- What you will do: Reproduce the following entries exactly, leaving nothing out.

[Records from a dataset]
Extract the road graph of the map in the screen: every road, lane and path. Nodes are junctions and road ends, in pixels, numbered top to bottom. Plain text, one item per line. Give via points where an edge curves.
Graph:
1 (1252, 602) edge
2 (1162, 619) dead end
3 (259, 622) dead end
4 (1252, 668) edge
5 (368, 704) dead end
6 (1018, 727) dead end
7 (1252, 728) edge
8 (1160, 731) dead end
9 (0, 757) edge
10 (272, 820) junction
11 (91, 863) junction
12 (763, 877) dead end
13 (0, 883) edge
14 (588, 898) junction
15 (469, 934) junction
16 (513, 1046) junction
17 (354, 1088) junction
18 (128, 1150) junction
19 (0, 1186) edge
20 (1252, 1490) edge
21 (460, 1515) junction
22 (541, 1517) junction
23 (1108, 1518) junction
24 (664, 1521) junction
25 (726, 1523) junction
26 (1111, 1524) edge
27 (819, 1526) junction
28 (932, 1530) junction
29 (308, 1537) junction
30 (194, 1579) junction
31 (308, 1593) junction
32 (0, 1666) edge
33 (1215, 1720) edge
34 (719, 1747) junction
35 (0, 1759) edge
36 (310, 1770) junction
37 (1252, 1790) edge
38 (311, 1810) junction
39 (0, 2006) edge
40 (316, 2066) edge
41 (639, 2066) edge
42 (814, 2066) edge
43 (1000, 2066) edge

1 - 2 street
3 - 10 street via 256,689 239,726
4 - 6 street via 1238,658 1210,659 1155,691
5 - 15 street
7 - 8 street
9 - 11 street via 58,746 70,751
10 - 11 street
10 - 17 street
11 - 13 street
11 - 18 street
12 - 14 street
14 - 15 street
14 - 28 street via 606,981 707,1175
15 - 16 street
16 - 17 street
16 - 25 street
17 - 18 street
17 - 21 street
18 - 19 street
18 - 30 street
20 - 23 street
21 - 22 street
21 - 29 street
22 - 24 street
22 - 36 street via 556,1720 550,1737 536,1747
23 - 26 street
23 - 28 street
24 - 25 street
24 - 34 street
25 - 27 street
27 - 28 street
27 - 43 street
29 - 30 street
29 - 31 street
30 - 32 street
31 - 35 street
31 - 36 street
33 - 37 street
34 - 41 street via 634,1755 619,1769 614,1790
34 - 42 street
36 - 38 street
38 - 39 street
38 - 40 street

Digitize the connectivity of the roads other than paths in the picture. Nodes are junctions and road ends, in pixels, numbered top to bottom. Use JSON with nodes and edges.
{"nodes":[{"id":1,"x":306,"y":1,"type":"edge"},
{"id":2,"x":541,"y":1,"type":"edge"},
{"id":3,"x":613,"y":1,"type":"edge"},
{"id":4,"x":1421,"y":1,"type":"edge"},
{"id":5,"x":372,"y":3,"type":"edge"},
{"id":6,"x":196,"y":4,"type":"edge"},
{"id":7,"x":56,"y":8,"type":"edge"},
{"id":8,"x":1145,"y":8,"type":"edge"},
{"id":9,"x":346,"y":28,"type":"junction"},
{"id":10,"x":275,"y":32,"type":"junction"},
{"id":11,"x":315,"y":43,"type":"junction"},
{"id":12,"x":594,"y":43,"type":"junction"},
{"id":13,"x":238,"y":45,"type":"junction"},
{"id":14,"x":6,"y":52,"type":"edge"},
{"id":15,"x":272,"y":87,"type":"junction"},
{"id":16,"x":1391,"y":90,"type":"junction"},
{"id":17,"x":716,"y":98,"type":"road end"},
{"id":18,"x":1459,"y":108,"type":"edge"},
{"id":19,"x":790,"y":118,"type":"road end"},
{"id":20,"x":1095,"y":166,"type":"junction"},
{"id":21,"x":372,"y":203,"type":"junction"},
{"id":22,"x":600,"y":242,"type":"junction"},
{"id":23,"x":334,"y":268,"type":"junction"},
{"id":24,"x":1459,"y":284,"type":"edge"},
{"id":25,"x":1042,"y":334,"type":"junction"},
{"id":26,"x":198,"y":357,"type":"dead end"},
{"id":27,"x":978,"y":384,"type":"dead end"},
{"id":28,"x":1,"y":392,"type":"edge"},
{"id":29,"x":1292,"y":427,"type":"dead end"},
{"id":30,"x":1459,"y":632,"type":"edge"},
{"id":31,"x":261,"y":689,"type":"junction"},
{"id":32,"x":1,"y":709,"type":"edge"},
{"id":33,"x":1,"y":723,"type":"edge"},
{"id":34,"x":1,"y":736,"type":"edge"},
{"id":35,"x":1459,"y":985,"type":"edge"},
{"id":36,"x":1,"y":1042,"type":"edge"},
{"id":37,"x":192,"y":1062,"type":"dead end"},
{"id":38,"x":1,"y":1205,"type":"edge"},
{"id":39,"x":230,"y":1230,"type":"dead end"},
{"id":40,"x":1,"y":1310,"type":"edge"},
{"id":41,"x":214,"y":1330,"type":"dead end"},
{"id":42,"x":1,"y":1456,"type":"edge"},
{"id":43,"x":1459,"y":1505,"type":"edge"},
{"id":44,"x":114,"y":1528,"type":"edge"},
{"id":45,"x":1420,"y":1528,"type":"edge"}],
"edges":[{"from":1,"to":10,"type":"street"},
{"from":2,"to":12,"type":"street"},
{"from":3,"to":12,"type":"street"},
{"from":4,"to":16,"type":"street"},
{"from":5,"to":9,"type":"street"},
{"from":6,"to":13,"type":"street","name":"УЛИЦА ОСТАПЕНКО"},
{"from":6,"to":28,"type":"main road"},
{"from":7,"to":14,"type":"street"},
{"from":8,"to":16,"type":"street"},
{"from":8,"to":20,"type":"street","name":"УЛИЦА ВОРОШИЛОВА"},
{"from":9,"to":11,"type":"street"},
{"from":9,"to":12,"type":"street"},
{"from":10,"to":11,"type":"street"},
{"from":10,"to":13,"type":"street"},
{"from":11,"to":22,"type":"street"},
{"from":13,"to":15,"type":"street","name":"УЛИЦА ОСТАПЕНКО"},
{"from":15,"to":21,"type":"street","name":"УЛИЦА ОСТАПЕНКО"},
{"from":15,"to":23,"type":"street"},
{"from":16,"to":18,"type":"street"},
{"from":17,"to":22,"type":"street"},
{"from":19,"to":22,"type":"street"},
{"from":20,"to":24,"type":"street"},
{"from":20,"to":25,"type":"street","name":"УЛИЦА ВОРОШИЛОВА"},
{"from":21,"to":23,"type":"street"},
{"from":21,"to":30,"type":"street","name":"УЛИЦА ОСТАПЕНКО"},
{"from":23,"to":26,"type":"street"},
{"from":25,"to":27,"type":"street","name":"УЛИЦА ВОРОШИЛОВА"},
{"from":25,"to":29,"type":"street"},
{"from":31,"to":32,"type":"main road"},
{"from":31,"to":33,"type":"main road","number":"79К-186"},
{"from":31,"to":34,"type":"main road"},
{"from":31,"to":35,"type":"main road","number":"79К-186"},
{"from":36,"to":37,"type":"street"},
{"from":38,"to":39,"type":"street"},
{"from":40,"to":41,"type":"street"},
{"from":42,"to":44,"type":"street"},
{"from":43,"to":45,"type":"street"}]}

- Output for this task:
Extract the road graph of the map in the screen: every road, lane and path. Nodes are junctions and road ends, in pixels, numbered top to bottom. Plain text, one item per line. Give via points where an edge curves.
Graph:
1 (1252, 602) edge
2 (1162, 619) dead end
3 (259, 622) dead end
4 (1252, 668) edge
5 (368, 704) dead end
6 (1018, 727) dead end
7 (1252, 728) edge
8 (1160, 731) dead end
9 (0, 757) edge
10 (272, 820) junction
11 (91, 863) junction
12 (763, 877) dead end
13 (0, 883) edge
14 (588, 898) junction
15 (469, 934) junction
16 (513, 1046) junction
17 (354, 1088) junction
18 (128, 1150) junction
19 (0, 1186) edge
20 (1252, 1490) edge
21 (460, 1515) junction
22 (541, 1517) junction
23 (1108, 1518) junction
24 (664, 1521) junction
25 (726, 1523) junction
26 (1111, 1524) edge
27 (819, 1526) junction
28 (932, 1530) junction
29 (308, 1537) junction
30 (194, 1579) junction
31 (308, 1593) junction
32 (0, 1666) edge
33 (1215, 1720) edge
34 (719, 1747) junction
35 (0, 1759) edge
36 (310, 1770) junction
37 (1252, 1790) edge
38 (311, 1810) junction
39 (0, 2006) edge
40 (316, 2066) edge
41 (639, 2066) edge
42 (814, 2066) edge
43 (1000, 2066) edge

1 - 2 street
3 - 10 street via 256,689 239,726
4 - 6 street via 1238,658 1210,659 1155,691
5 - 15 street
7 - 8 street
9 - 11 street via 58,746 70,751
10 - 11 street
10 - 17 street
11 - 13 street
11 - 18 street
12 - 14 street
14 - 15 street
14 - 28 street via 606,981 707,1175
15 - 16 street
16 - 17 street
16 - 25 street
17 - 18 street
17 - 21 street
18 - 19 street
18 - 30 street
20 - 23 street
21 - 22 street
21 - 29 street
22 - 24 street
22 - 36 street via 556,1720 550,1737 536,1747
23 - 26 street
23 - 28 street
24 - 25 street
24 - 34 street
25 - 27 street
27 - 28 street
27 - 43 street
29 - 30 street
29 - 31 street
30 - 32 street
31 - 35 street
31 - 36 street
33 - 37 street
34 - 41 street via 634,1755 619,1769 614,1790
34 - 42 street
36 - 38 street
38 - 39 street
38 - 40 street

Digitize the connectivity of the roads other than paths in the picture. Nodes are junctions and road ends, in pixels, numbered top to bottom. Use JSON with nodes and edges.
{"nodes":[{"id":1,"x":306,"y":1,"type":"edge"},
{"id":2,"x":541,"y":1,"type":"edge"},
{"id":3,"x":613,"y":1,"type":"edge"},
{"id":4,"x":1421,"y":1,"type":"edge"},
{"id":5,"x":372,"y":3,"type":"edge"},
{"id":6,"x":196,"y":4,"type":"edge"},
{"id":7,"x":56,"y":8,"type":"edge"},
{"id":8,"x":1145,"y":8,"type":"edge"},
{"id":9,"x":346,"y":28,"type":"junction"},
{"id":10,"x":275,"y":32,"type":"junction"},
{"id":11,"x":315,"y":43,"type":"junction"},
{"id":12,"x":594,"y":43,"type":"junction"},
{"id":13,"x":238,"y":45,"type":"junction"},
{"id":14,"x":6,"y":52,"type":"edge"},
{"id":15,"x":272,"y":87,"type":"junction"},
{"id":16,"x":1391,"y":90,"type":"junction"},
{"id":17,"x":716,"y":98,"type":"road end"},
{"id":18,"x":1459,"y":108,"type":"edge"},
{"id":19,"x":790,"y":118,"type":"road end"},
{"id":20,"x":1095,"y":166,"type":"junction"},
{"id":21,"x":372,"y":203,"type":"junction"},
{"id":22,"x":600,"y":242,"type":"junction"},
{"id":23,"x":334,"y":268,"type":"junction"},
{"id":24,"x":1459,"y":284,"type":"edge"},
{"id":25,"x":1042,"y":334,"type":"junction"},
{"id":26,"x":198,"y":357,"type":"dead end"},
{"id":27,"x":978,"y":384,"type":"dead end"},
{"id":28,"x":1,"y":392,"type":"edge"},
{"id":29,"x":1292,"y":427,"type":"dead end"},
{"id":30,"x":1459,"y":632,"type":"edge"},
{"id":31,"x":261,"y":689,"type":"junction"},
{"id":32,"x":1,"y":709,"type":"edge"},
{"id":33,"x":1,"y":723,"type":"edge"},
{"id":34,"x":1,"y":736,"type":"edge"},
{"id":35,"x":1459,"y":985,"type":"edge"},
{"id":36,"x":1,"y":1042,"type":"edge"},
{"id":37,"x":192,"y":1062,"type":"dead end"},
{"id":38,"x":1,"y":1205,"type":"edge"},
{"id":39,"x":230,"y":1230,"type":"dead end"},
{"id":40,"x":1,"y":1310,"type":"edge"},
{"id":41,"x":214,"y":1330,"type":"dead end"},
{"id":42,"x":1,"y":1456,"type":"edge"},
{"id":43,"x":1459,"y":1505,"type":"edge"},
{"id":44,"x":114,"y":1528,"type":"edge"},
{"id":45,"x":1420,"y":1528,"type":"edge"}],
"edges":[{"from":1,"to":10,"type":"street"},
{"from":2,"to":12,"type":"street"},
{"from":3,"to":12,"type":"street"},
{"from":4,"to":16,"type":"street"},
{"from":5,"to":9,"type":"street"},
{"from":6,"to":13,"type":"street","name":"УЛИЦА ОСТАПЕНКО"},
{"from":6,"to":28,"type":"main road"},
{"from":7,"to":14,"type":"street"},
{"from":8,"to":16,"type":"street"},
{"from":8,"to":20,"type":"street","name":"УЛИЦА ВОРОШИЛОВА"},
{"from":9,"to":11,"type":"street"},
{"from":9,"to":12,"type":"street"},
{"from":10,"to":11,"type":"street"},
{"from":10,"to":13,"type":"street"},
{"from":11,"to":22,"type":"street"},
{"from":13,"to":15,"type":"street","name":"УЛИЦА ОСТАПЕНКО"},
{"from":15,"to":21,"type":"street","name":"УЛИЦА ОСТАПЕНКО"},
{"from":15,"to":23,"type":"street"},
{"from":16,"to":18,"type":"street"},
{"from":17,"to":22,"type":"street"},
{"from":19,"to":22,"type":"street"},
{"from":20,"to":24,"type":"street"},
{"from":20,"to":25,"type":"street","name":"УЛИЦА ВОРОШИЛОВА"},
{"from":21,"to":23,"type":"street"},
{"from":21,"to":30,"type":"street","name":"УЛИЦА ОСТАПЕНКО"},
{"from":23,"to":26,"type":"street"},
{"from":25,"to":27,"type":"street","name":"УЛИЦА ВОРОШИЛОВА"},
{"from":25,"to":29,"type":"street"},
{"from":31,"to":32,"type":"main road"},
{"from":31,"to":33,"type":"main road","number":"79К-186"},
{"from":31,"to":34,"type":"main road"},
{"from":31,"to":35,"type":"main road","number":"79К-186"},
{"from":36,"to":37,"type":"street"},
{"from":38,"to":39,"type":"street"},
{"from":40,"to":41,"type":"street"},
{"from":42,"to":44,"type":"street"},
{"from":43,"to":45,"type":"street"}]}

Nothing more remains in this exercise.